Wednesday, May 15, 2013

Alert Energy Gum

Whenever a big company decides they are finally jump on the caffeinated gum bandwagon everyone seems to make a big deal.  Caffeinated gum is nothing new - Many big-name energy drink companies have had their hand in making a gum, from Rockstar to Amp to Go Fast.  Many candy companies have also tried their hand at coming up with caffeinated concoctions, like Hershey's Mints and caffeinated Tootsie Pops.

For some reason, however, when Wrigleys announced they were coming out with Alert Energy Gum, their first caffeinated gum, it caused quite a media stir - enough so that they pulled the gum from the market completely - fortunately not before I could get my hands on a number of packs.  According to the officals at Mars,   a spokesman replied that "After discussions with the FDA, we have a greater appreciation for its concern about the proliferation of caffeine in the nation's food supply".  basically, rather than fight for a mediocre product, it is easier from a PR perspective to just pull the product line.  

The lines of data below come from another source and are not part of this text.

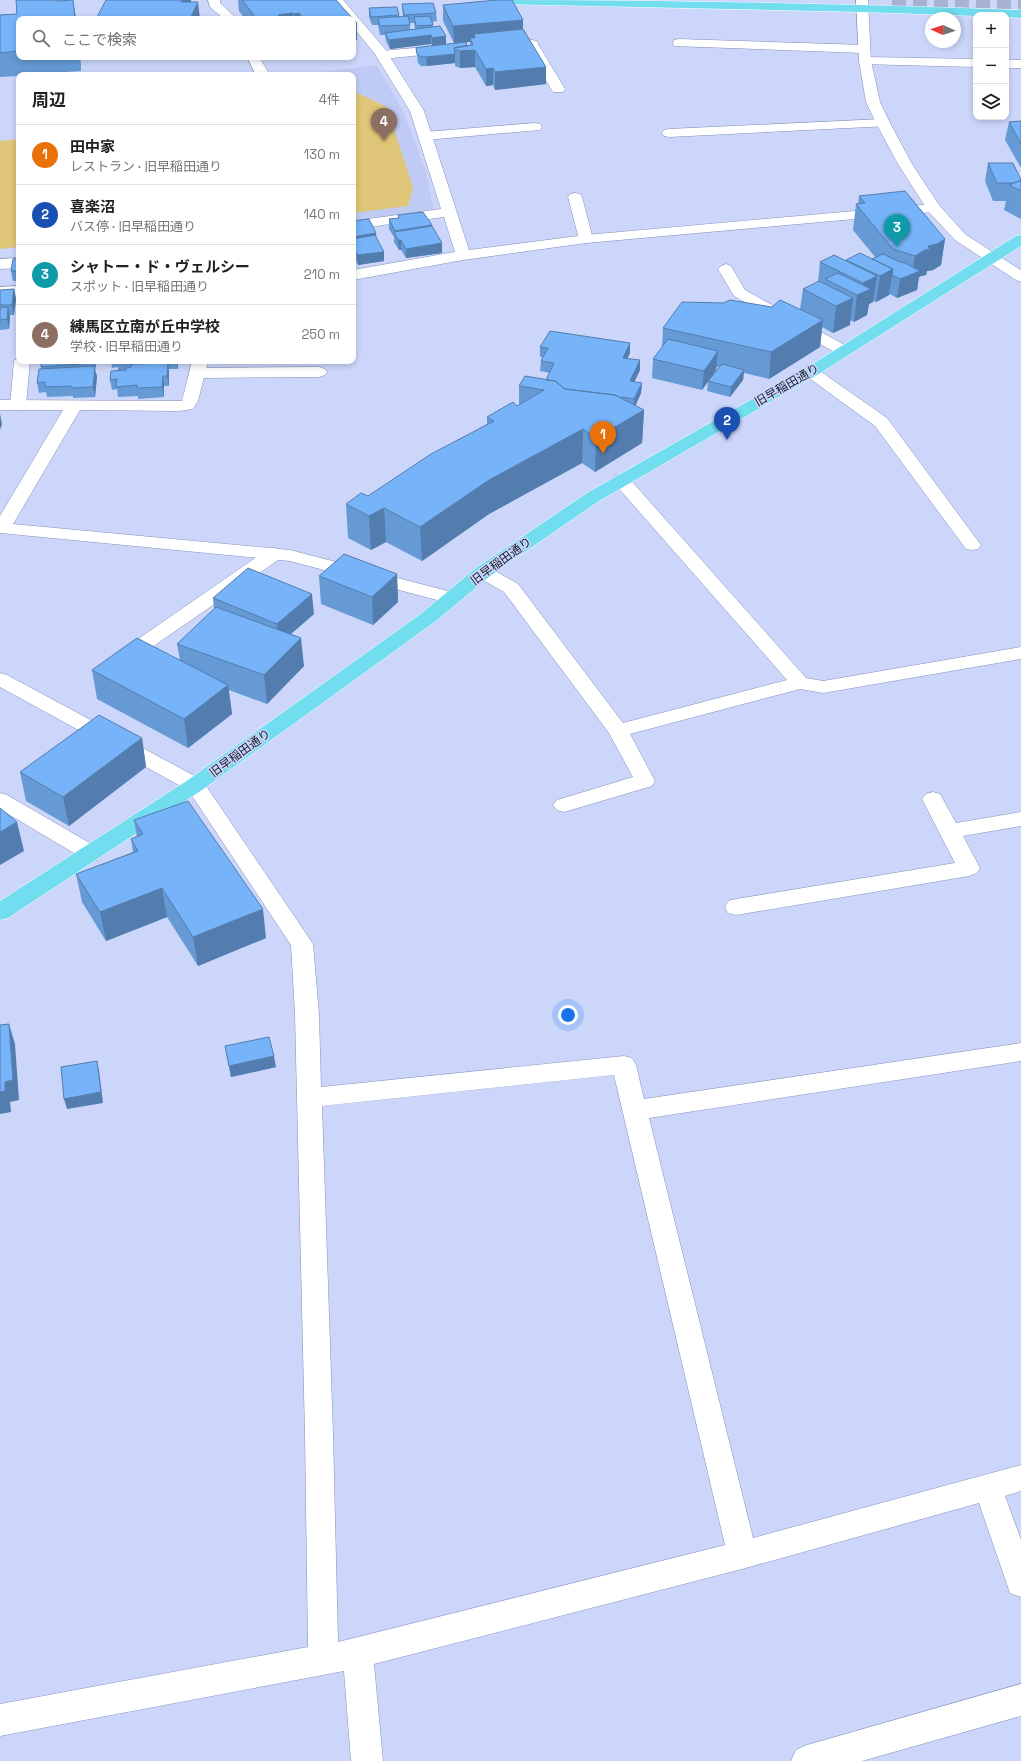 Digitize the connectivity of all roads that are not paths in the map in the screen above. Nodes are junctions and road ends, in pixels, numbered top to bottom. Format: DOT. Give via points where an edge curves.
graph roads {
  1 [pos="214,0"];
  2 [pos="337,0"];
  3 [pos="501,0"];
  4 [pos="862,4"];
  5 [pos="1021,14"];
  6 [pos="228,16"];
  7 [pos="350,16"];
  8 [pos="356,23"];
  9 [pos="522,42"];
  10 [pos="679,43"];
  11 [pos="460,48"];
  12 [pos="382,55"];
  13 [pos="865,55"];
  14 [pos="255,60"];
  15 [pos="973,63"];
  16 [pos="1009,64"];
  17 [pos="1021,64"];
  18 [pos="261,72"];
  19 [pos="558,89"];
  20 [pos="883,123"];
  21 [pos="536,127"];
  22 [pos="669,132"];
  23 [pos="425,136"];
  24 [pos="575,197"];
  25 [pos="933,208"];
  26 [pos="449,212"];
  27 [pos="356,225"];
  28 [pos="586,239"];
  29 [pos="1021,239"];
  30 [pos="463,255"];
  31 [pos="992,258"];
  32 [pos="16,263"];
  33 [pos="0,264"];
  34 [pos="726,269"];
  35 [pos="356,274"];
  36 [pos="1021,277"];
  37 [pos="16,291"];
  38 [pos="0,292"];
  39 [pos="844,351"];
  40 [pos="22,364"];
  41 [pos="198,367"];
  42 [pos="319,372"];
  43 [pos="811,372"];
  44 [pos="0,405"];
  45 [pos="18,405"];
  46 [pos="75,405"];
  47 [pos="621,480"];
  48 [pos="1,528"];
  49 [pos="972,546"];
  50 [pos="274,554"];
  51 [pos="483,572"];
  52 [pos="452,598"];
  53 [pos="1021,653"];
  54 [pos="116,664"];
  55 [pos="0,679"];
  56 [pos="800,683"];
  57 [pos="618,732"];
  58 [pos="195,785"];
  59 [pos="933,799"];
  60 [pos="0,800"];
  61 [pos="564,805"];
  62 [pos="1021,819"];
  63 [pos="950,831"];
  64 [pos="92,854"];
  65 [pos="736,907"];
  66 [pos="0,912"];
  67 [pos="1021,1052"];
  68 [pos="309,1098"];
  69 [pos="635,1110"];
  70 [pos="1021,1478"];
  71 [pos="988,1487"];
  72 [pos="742,1555"];
  73 [pos="1021,1583"];
  74 [pos="358,1652"];
  75 [pos="323,1660"];
  76 [pos="1021,1700"];
  77 [pos="0,1720"];
  78 [pos="367,1761"];
  79 [pos="807,1761"];
  1 -- 6 [label="street" via="214,4"];
  2 -- 7 [label="street"];
  3 -- 4 [label="main road"];
  4 -- 5 [label="main road"];
  4 -- 13 [label="street"];
  8 -- 12 [label="street"];
  9 -- 19 [label="street" via="530,42"];
  10 -- 13 [label="street"];
  11 -- 12 [label="street"];
  12 -- 23 [label="street" via="417,111"];
  13 -- 15 [label="street"];
  13 -- 20 [label="street" via="874,102"];
  14 -- 18 [label="street"];
  16 -- 17 [label="street"];
  20 -- 22 [label="street"];
  20 -- 25 [label="street"];
  21 -- 23 [label="street"];
  23 -- 26 [label="street"];
  24 -- 28 [label="street"];
  25 -- 28 [label="street"];
  25 -- 31 [label="street" via="960,237"];
  26 -- 27 [label="street"];
  26 -- 30 [label="street"];
  28 -- 30 [label="street"];
  29 -- 31 [label="main road, 旧早稲田通り"];
  30 -- 35 [label="street"];
  31 -- 36 [label="street"];
  31 -- 39 [label="main road, 旧早稲田通り"];
  32 -- 33 [label="street"];
  34 -- 39 [label="street" via="739,293"];
  37 -- 38 [label="street"];
  39 -- 43 [label="main road, 旧早稲田通り"];
  40 -- 45 [label="street"];
  41 -- 42 [label="street"];
  41 -- 46 [label="street" via="187,405"];
  43 -- 47 [label="main road, 旧早稲田通り"];
  43 -- 49 [label="street" via="881,422"];
  44 -- 45 [label="street"];
  45 -- 46 [label="street"];
  46 -- 48 [label="street"];
  47 -- 51 [label="main road, 旧早稲田通り"];
  47 -- 56 [label="street"];
  48 -- 50 [label="street"];
  50 -- 52 [label="street"];
  50 -- 54 [label="street"];
  51 -- 52 [label="main road, 旧早稲田通り"];
  51 -- 57 [label="street" via="511,588"];
  52 -- 58 [label="main road, 旧早稲田通り"];
  53 -- 56 [label="street" via="823,687"];
  55 -- 58 [label="street"];
  56 -- 57 [label="street"];
  57 -- 61 [label="street" via="646,781"];
  58 -- 64 [label="main road, 旧早稲田通り"];
  58 -- 68 [label="street" via="302,944"];
  59 -- 63 [label="street"];
  60 -- 64 [label="street"];
  62 -- 63 [label="street"];
  63 -- 65 [label="street" via="969,868"];
  64 -- 66 [label="main road, 旧早稲田通り"];
  67 -- 69 [label="street"];
  68 -- 69 [label="street" via="624,1065"];
  68 -- 75 [label="street"];
  69 -- 72 [label="street"];
  70 -- 71 [label="street"];
  71 -- 72 [label="street"];
  71 -- 73 [label="street"];
  72 -- 74 [label="street"];
  74 -- 75 [label="street"];
  74 -- 78 [label="street"];
  75 -- 77 [label="street"];
  76 -- 79 [label="street"];
}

The thing is, in terms of caffeine gum, it is really not the best out there.  It is not even one of the good ones.  It is not bad, but barely passable as an energy boost.  To get the same boost as a standard energy drink such as monster or rockstar you would need to eat at least four pieces of gum in a row - which would have you chewing for a good long time.

Packaging:7
I like that Alert tried something new with their design, slipping their little blister packs into a plastic sleeve, but it just does not work in theory.  One small squeeze and the plastic tube pops their foil strand of gum packets right out, and getting them back in and keeping their shape is a tall order.  It is easier to just take off the sleeve, throw it away, then stick the foil pack some place where it will not get crushed.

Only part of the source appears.